Given November 2015's deadly attacks in Paris, the events in this movie are not outside the realm of possibility. It is obvious that there are – and always have been – forces that threaten Western democracy. At the same time, seeing this movie with an eye to cultural sensitivity provides an interesting lens for examination. Classic action movies like Die Hard (1988) and Air Force One (1997) traditionally rely on the foreign element of the "other" – Alan Rickman's Hans Gruber was German; Gary Oldman's Ivan Korshunov was Russian – to denote the reality of the threat against the American government and, thus, our way of life. Shows like 24 (2001-2010) portray terrorism threats from both Middle Eastern and Asian forces (North Korea is viewed by many as a highly acceptable staple for writing us-versus-them plots involving terrorist hotbeds). The popular Taken (2008) movie series starring Liam Neeson targets the Southeastern European/Balkan culture of Albanians as the perpetrators of a sex-worker and drug-smuggling black market.

We've always seen our real-life political enemies represented in Hollywood, from the oft-used Nazis and the Japanese after Pearl Harbor to the Russians during and after the Cold War, and now Middle Eastern cultures. In 2016, many seem more sensitive to our fellow Americans who represent these cultures, as well as the millions of people who live in these countries who aren't violent and opposed Western culture. Yet sensitivity does not seem to yet be part of our dominant culture, if many are working to create awareness within our media and political systems. Although London Has Fallen's main baddie Barkawi is Pakistani, the army of terrorists is a "global who's-who of everyone who hates us," to paraphrase the assessment of the MI6 agent as she lays out the situation for Banning. By not making the threat from one specific nation, London Has Fallen tries to get away with portraying the foreign enemy "other" simply as darker-skinned, bearded men. It subscribes to stereotypes in a way that is familiar to mainstream Americans, as the bad guys remain nameless Middle Eastern militants, without the movie's choosing any particular nation or people to vilify. Yet critics of the movie have drawn attention to this broad stereotyping. Variety called the film "effortlessly racist" and said it "predictably reverts to familiar Islamophobia." Empire called it a "violent addition to the terrorsploitation canon," adding, "Someone clear space on Donald Trump's DVD shelf." (It is an interesting side note that the director of London Has Fallen is an Iranian-born Swede, Babak Najafi.)

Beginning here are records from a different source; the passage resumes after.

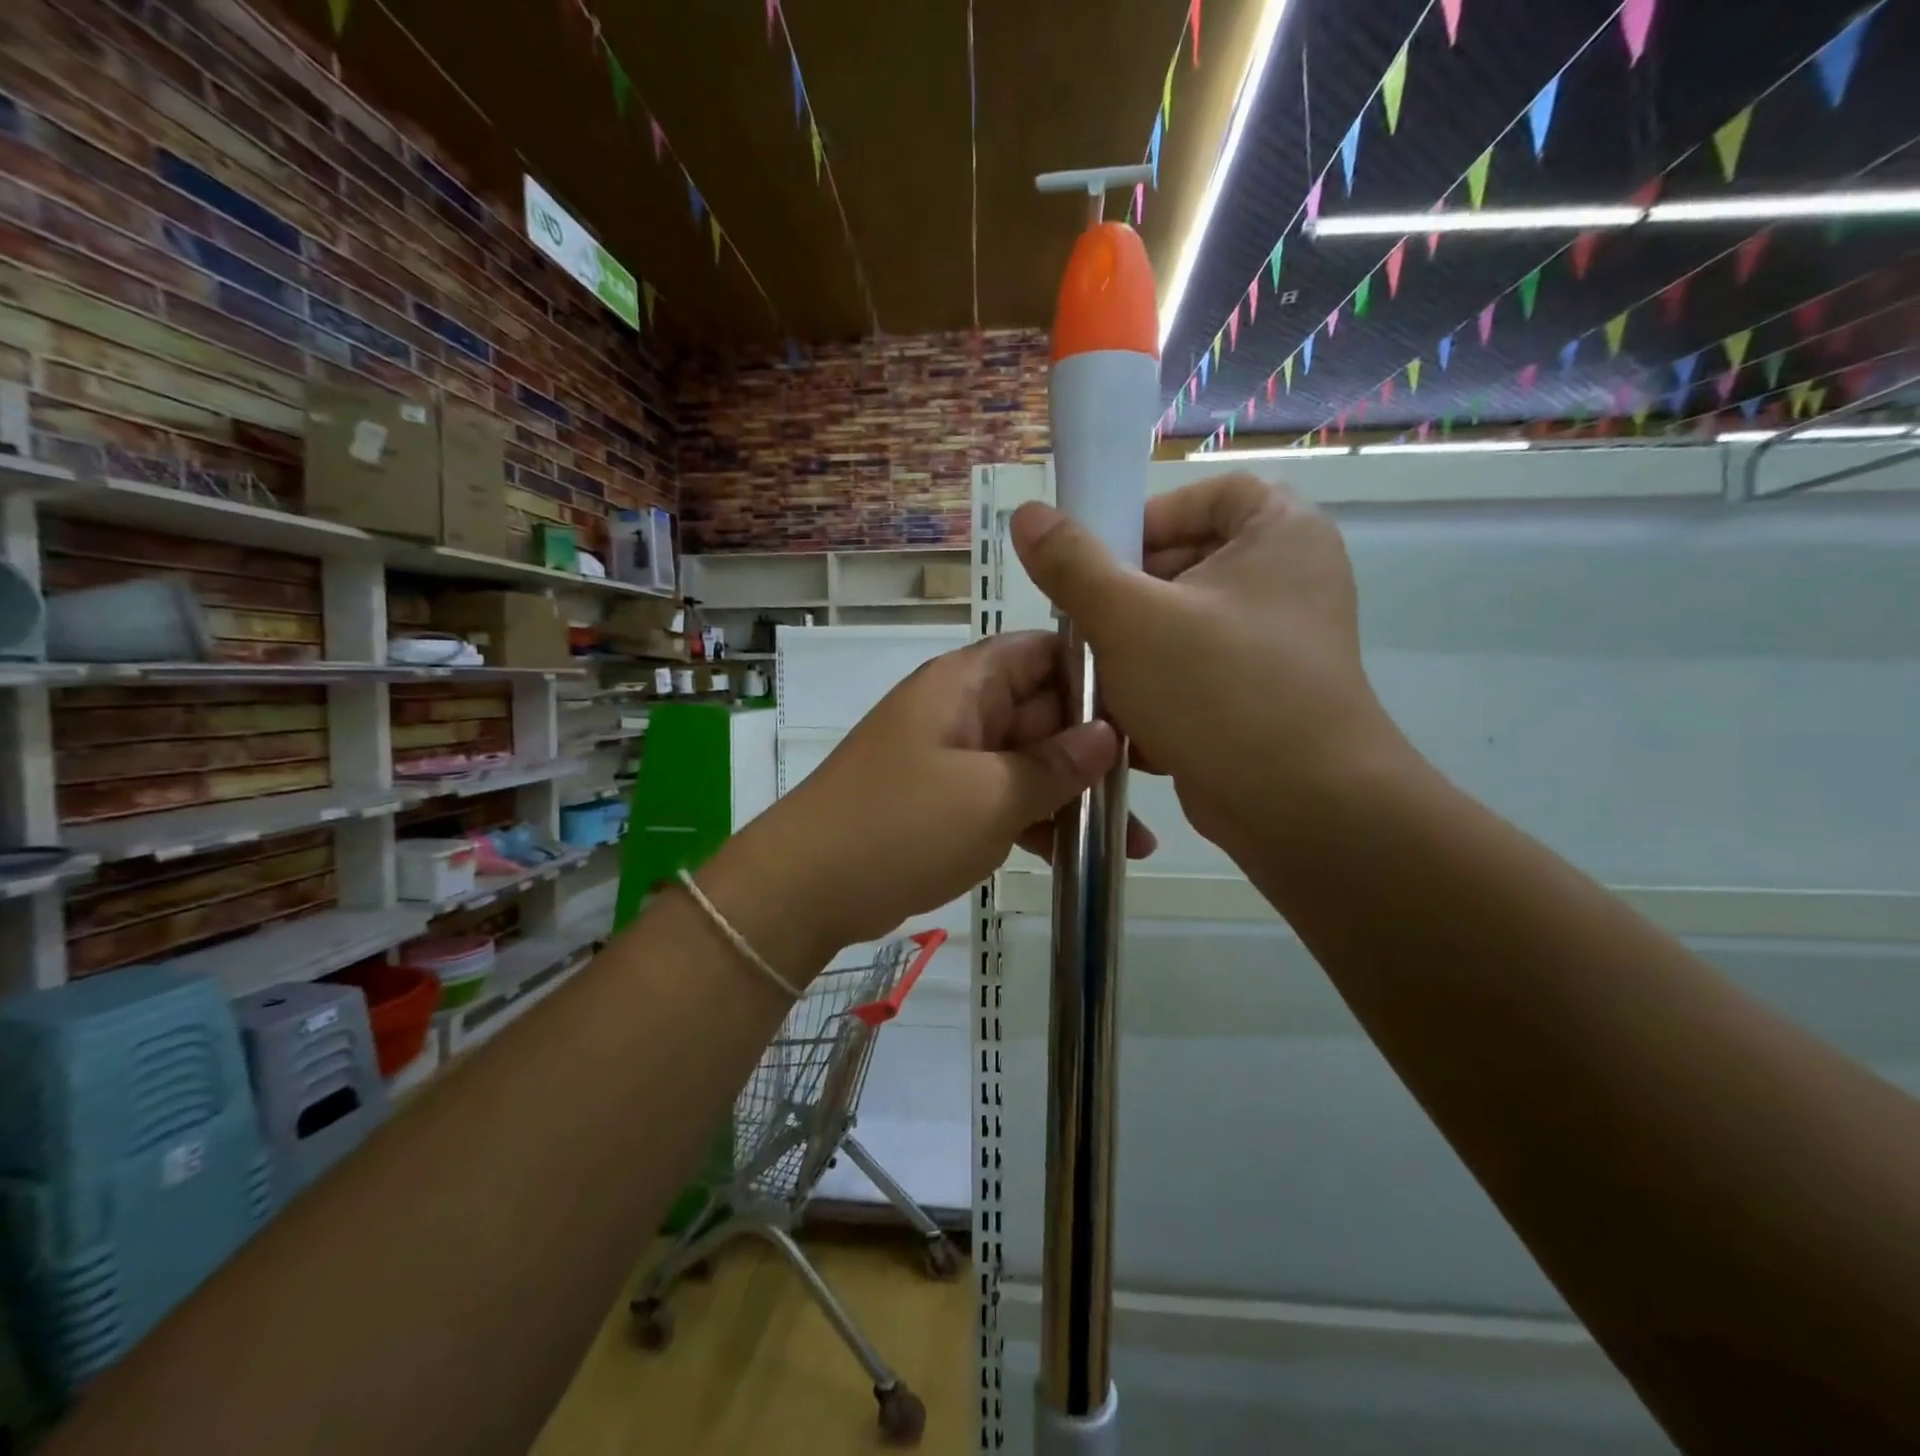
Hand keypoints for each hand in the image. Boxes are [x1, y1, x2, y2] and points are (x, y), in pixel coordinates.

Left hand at [757, 632, 1155, 951]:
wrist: (807, 888)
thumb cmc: (901, 825)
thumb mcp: (990, 794)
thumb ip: (1055, 764)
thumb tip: (1109, 736)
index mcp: (966, 684)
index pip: (1044, 652)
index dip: (1097, 673)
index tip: (1149, 710)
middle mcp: (963, 711)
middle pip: (1045, 711)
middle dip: (1098, 749)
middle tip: (1159, 786)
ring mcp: (955, 759)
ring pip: (1031, 763)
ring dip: (1077, 797)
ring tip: (1137, 844)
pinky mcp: (949, 803)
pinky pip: (1007, 799)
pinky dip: (1041, 824)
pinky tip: (1087, 859)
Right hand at [1010, 473, 1403, 858]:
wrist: (1299, 807)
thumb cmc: (1218, 690)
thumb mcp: (1129, 618)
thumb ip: (1073, 563)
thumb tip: (1028, 514)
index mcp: (1280, 534)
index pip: (1210, 495)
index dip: (1151, 518)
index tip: (1106, 562)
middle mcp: (1289, 580)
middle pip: (1189, 563)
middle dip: (1128, 598)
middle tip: (1086, 627)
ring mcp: (1280, 643)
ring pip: (1185, 625)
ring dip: (1133, 649)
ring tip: (1097, 676)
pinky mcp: (1264, 696)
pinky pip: (1198, 672)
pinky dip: (1159, 687)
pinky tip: (1124, 716)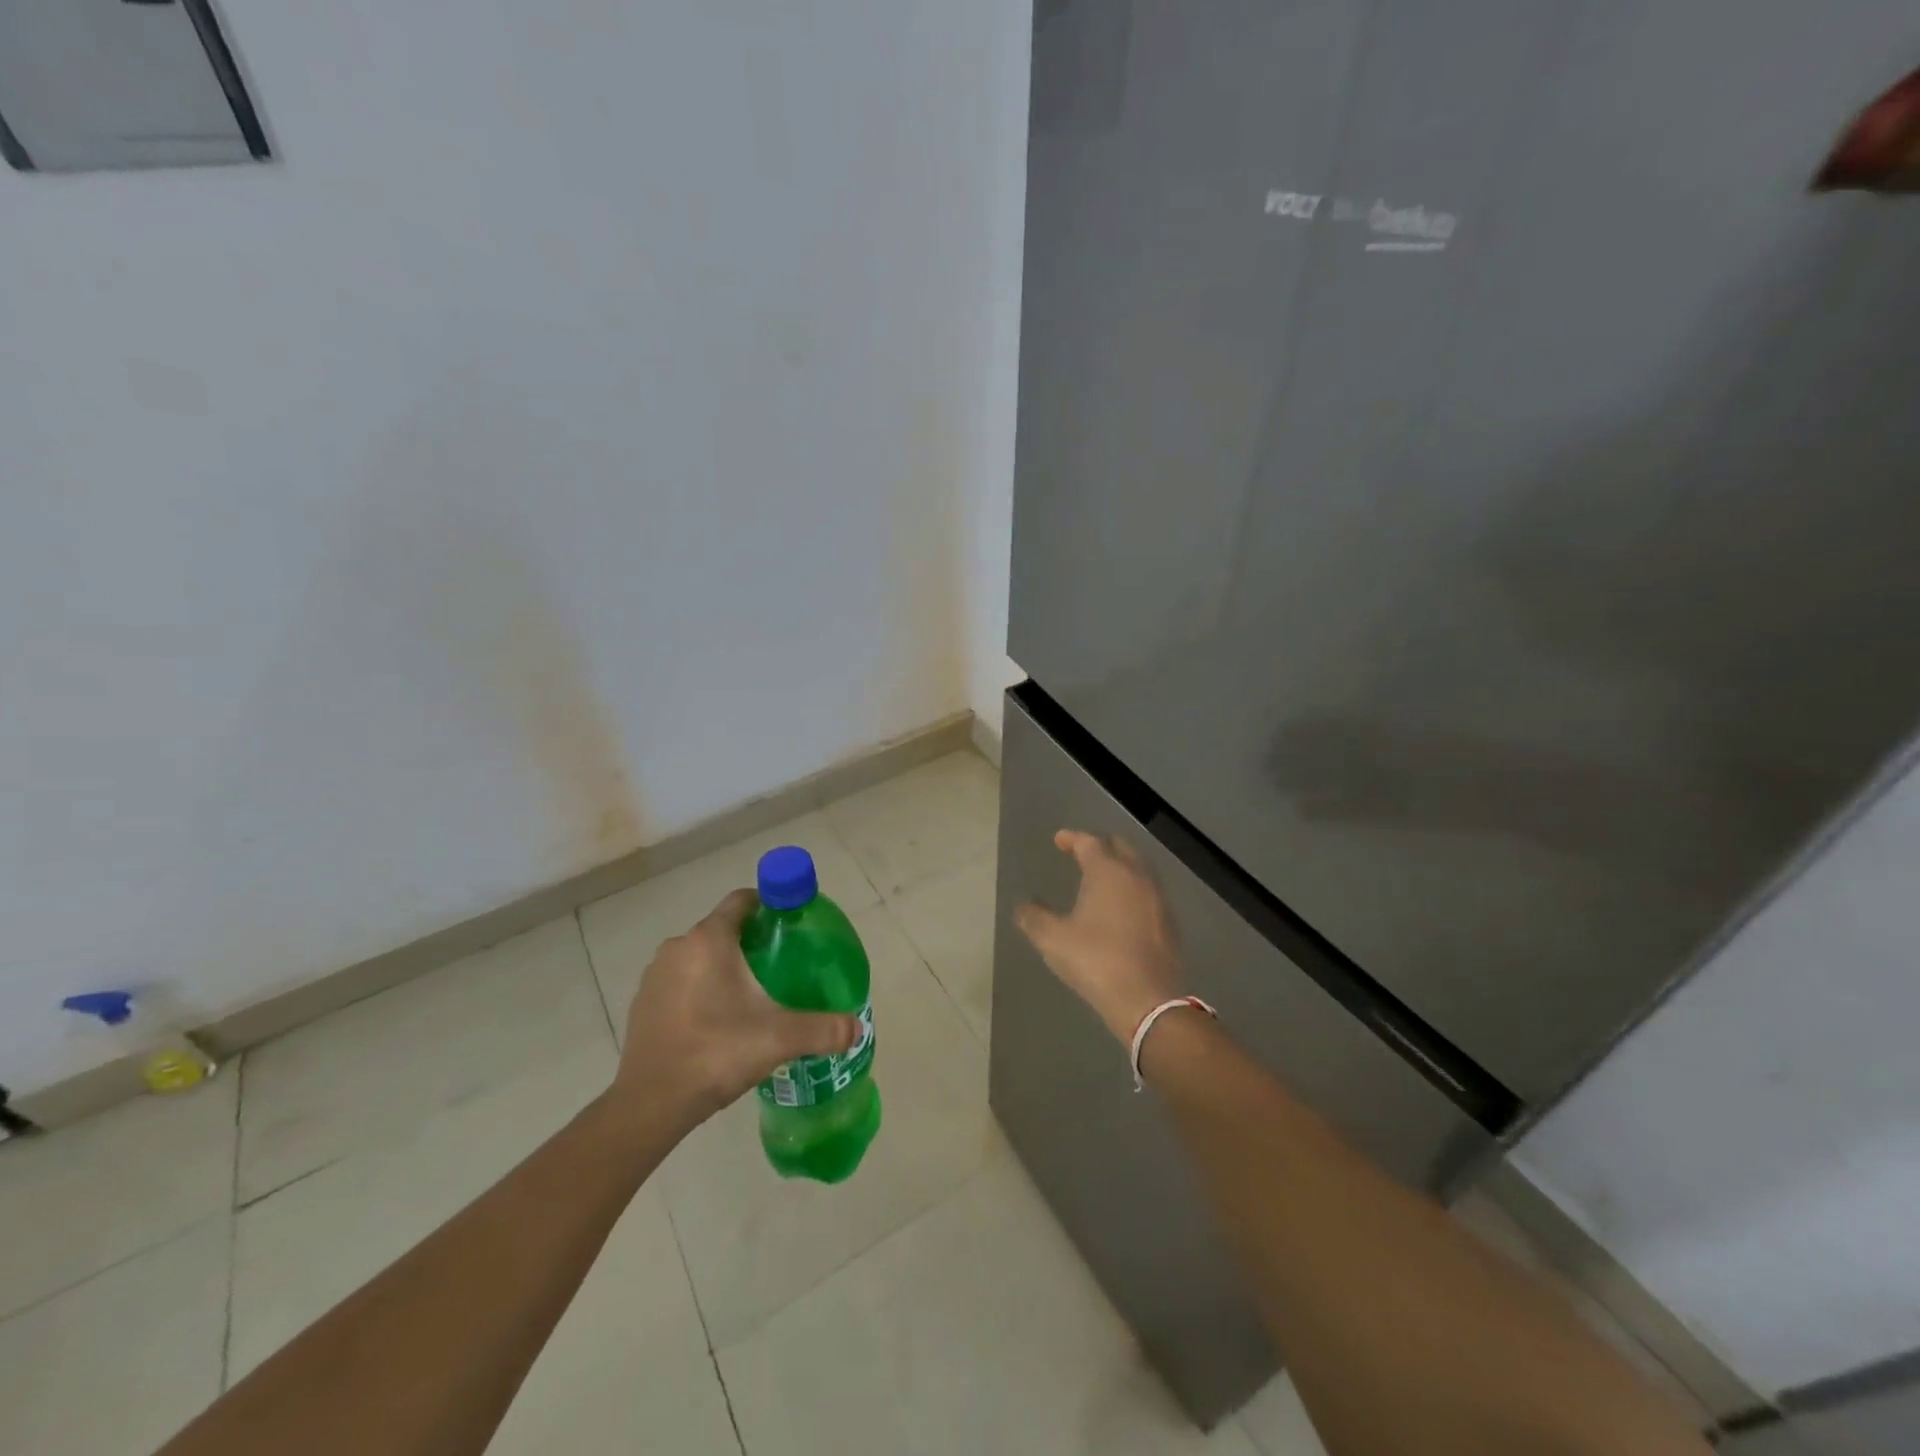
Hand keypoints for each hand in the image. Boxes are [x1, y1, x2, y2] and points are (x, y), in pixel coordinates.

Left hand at [611, 889, 861, 1133]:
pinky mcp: (643, 1002)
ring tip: (752, 997)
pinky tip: (718, 1022)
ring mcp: (656, 975)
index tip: (791, 926)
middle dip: (752, 942)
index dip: (770, 905)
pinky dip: (700, 990)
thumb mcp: (779, 1039)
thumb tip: (856, 1029)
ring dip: (724, 967)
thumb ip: (823, 1029)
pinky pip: (680, 982)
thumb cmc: (716, 1052)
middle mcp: (679, 947)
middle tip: (781, 967)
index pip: (742, 900)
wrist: (650, 1104)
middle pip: (723, 929)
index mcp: (710, 940)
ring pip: (700, 956)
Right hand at [1015, 830, 1183, 1044]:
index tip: (1059, 840)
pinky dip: (1132, 889)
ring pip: (1138, 869)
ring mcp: (1158, 898)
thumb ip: (1034, 918)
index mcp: (1108, 872)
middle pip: (1120, 847)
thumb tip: (1023, 906)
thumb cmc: (1096, 960)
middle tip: (1081, 853)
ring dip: (1119, 867)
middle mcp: (1137, 876)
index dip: (1072, 838)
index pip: (1089, 842)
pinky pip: (1148, 892)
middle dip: (1100, 846)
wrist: (1147, 1000)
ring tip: (1101, 878)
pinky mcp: (1169, 922)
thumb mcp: (1053, 940)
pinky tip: (1122, 907)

As you might guess, at the end of London Has Fallen, the good guys will triumph over the terrorists, after a fair amount of bloodshed and treachery along the way. Thus the film restores the balance of the existing world order and affirms the American way of life, serving a long-standing function of Hollywood action movies: identify a threat, however vague, to our world view and end with that threat safely eliminated. Films like London Has Fallen, which will surely perform adequately at the box office, demonstrate that a majority of domestic moviegoers still feel the need to see their enemies taken down and brought to swift justice by a masculine American hero.